- Exercise description -
Would you copy each line of the records that includes the word "Battle"?

Stored items
....

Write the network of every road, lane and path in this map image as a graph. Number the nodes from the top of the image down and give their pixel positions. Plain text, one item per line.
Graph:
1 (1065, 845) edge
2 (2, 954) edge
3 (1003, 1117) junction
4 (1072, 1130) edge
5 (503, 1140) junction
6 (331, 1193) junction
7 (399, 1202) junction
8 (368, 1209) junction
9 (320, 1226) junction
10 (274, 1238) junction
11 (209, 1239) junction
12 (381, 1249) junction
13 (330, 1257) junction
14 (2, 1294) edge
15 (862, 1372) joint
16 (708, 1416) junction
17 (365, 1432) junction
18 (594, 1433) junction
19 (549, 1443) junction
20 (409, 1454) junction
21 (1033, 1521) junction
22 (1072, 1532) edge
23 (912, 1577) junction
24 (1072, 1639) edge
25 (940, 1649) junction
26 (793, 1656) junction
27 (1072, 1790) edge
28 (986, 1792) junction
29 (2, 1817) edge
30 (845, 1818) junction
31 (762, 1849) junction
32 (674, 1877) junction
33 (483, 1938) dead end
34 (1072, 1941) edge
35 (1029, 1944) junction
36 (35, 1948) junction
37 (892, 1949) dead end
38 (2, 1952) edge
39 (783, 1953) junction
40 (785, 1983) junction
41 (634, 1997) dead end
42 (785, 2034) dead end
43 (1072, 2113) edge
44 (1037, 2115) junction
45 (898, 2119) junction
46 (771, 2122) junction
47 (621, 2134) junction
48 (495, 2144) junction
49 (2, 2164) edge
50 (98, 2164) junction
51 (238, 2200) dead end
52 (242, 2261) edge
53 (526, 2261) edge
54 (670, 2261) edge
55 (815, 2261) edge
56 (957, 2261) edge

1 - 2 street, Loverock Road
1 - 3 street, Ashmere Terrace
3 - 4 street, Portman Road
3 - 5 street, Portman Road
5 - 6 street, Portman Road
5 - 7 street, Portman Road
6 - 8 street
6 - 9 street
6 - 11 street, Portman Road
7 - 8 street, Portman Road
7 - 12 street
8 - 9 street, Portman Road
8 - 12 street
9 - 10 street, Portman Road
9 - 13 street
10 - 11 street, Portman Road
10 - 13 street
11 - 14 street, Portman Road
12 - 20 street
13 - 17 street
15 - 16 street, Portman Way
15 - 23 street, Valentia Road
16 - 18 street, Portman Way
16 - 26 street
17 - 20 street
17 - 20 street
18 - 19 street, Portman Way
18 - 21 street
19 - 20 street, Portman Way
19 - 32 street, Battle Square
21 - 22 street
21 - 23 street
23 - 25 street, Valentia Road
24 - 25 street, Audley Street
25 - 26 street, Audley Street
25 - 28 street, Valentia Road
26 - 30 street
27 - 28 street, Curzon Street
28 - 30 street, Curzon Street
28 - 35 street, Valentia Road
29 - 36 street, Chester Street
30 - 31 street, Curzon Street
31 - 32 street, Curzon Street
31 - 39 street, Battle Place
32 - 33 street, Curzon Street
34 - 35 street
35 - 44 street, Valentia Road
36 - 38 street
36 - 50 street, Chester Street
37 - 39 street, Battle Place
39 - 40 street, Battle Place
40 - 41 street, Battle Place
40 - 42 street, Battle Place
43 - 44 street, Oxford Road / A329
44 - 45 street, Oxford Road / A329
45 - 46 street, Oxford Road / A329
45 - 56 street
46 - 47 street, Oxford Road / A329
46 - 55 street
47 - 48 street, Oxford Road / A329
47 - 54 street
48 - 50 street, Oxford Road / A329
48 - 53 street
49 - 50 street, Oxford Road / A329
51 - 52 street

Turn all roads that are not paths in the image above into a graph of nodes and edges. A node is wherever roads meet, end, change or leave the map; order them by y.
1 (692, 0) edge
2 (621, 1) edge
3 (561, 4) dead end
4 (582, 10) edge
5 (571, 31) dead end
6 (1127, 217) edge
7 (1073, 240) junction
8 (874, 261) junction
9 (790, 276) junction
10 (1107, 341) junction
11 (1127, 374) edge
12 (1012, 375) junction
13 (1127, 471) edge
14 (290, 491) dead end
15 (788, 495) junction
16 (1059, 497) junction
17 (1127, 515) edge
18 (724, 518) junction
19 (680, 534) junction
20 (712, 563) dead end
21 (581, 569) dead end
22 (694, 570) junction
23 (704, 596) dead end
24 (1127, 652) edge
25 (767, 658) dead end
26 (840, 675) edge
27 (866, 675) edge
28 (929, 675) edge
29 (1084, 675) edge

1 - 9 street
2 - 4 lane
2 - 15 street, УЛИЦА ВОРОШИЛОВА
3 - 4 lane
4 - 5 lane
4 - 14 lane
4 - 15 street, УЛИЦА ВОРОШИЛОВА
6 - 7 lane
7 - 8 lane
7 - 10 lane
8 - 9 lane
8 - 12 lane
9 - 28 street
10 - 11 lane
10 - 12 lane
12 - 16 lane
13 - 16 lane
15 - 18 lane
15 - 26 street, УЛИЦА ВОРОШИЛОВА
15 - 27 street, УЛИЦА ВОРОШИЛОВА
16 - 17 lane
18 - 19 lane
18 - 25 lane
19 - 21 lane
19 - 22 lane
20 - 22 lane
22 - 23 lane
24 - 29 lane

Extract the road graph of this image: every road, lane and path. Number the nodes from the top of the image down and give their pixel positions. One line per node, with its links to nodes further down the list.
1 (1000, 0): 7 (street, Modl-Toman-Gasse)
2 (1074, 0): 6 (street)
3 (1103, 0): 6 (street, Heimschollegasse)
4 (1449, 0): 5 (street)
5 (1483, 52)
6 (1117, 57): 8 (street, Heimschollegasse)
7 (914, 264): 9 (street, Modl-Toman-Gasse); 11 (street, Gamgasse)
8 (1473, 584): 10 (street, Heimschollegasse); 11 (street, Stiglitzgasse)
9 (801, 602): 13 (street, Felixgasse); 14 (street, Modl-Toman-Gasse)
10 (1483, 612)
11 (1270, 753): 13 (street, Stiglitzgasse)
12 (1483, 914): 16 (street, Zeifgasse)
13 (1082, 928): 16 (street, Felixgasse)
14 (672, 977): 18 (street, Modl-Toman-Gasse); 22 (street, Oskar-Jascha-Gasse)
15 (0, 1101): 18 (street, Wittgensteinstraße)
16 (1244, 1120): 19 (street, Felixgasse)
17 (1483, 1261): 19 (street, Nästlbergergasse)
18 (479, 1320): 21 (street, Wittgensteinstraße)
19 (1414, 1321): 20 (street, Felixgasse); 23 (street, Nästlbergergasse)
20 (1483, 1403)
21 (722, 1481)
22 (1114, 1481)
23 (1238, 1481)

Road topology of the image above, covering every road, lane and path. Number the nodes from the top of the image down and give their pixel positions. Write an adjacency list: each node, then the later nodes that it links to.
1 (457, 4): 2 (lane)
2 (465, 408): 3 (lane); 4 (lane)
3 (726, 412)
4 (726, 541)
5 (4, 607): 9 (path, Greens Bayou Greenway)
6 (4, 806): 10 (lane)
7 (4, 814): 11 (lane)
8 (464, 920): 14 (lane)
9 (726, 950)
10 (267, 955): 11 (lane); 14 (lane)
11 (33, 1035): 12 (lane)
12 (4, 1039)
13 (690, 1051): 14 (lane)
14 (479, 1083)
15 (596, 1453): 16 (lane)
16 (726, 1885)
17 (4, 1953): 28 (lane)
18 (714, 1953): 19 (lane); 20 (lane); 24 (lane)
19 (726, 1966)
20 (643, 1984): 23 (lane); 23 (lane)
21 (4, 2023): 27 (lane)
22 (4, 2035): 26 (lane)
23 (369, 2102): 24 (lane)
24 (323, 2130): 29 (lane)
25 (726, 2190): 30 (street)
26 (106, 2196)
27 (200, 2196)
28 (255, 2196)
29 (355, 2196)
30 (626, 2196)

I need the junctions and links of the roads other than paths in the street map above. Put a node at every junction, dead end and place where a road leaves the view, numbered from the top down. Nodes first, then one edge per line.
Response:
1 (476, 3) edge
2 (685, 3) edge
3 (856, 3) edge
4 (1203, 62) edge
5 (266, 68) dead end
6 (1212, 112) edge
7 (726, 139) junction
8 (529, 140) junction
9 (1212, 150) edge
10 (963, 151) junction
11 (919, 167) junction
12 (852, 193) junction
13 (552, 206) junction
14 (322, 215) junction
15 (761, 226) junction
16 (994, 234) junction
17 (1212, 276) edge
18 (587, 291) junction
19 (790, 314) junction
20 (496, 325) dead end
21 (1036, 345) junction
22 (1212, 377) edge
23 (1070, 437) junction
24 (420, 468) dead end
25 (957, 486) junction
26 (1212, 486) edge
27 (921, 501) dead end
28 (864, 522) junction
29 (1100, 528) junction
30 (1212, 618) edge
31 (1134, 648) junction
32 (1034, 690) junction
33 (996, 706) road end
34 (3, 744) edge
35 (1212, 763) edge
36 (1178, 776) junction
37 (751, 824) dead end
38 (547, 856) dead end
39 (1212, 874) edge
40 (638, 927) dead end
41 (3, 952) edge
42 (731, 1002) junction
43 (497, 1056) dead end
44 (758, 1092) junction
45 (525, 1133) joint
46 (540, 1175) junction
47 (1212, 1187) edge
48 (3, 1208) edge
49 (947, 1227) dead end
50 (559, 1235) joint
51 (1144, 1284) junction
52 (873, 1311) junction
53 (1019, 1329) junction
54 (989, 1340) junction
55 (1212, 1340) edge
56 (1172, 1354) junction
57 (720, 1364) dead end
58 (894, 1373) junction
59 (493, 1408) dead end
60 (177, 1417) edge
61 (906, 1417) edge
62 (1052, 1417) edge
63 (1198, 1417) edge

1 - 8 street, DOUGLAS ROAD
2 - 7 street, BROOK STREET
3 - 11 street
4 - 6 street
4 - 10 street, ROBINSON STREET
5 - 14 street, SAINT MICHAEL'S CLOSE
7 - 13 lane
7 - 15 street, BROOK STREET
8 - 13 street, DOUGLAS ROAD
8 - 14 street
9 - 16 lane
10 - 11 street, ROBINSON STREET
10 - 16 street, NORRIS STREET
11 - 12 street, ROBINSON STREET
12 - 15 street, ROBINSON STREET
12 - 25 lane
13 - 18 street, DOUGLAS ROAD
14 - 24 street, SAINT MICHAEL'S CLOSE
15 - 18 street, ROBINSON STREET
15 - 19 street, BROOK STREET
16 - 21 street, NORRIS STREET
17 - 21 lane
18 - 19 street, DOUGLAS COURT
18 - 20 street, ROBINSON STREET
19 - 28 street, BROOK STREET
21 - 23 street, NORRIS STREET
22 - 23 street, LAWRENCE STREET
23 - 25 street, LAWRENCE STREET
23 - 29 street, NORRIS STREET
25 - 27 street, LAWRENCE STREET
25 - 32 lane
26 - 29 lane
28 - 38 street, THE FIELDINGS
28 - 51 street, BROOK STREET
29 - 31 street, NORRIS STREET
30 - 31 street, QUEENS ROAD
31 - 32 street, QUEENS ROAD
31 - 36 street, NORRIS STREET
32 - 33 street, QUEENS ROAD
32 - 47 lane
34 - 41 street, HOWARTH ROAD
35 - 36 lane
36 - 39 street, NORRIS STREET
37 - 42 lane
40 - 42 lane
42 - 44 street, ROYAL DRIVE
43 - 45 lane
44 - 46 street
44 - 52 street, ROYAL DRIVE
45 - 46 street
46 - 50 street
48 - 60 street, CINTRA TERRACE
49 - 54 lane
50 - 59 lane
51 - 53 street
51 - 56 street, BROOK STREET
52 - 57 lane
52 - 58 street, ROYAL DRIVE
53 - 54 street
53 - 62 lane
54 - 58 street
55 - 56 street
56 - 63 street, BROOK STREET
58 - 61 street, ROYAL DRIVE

....

- Expected answer -
19 - 32 street, Battle Square
31 - 39 street, Battle Place
37 - 39 street, Battle Place
39 - 40 street, Battle Place
40 - 41 street, Battle Place
40 - 42 street, Battle Place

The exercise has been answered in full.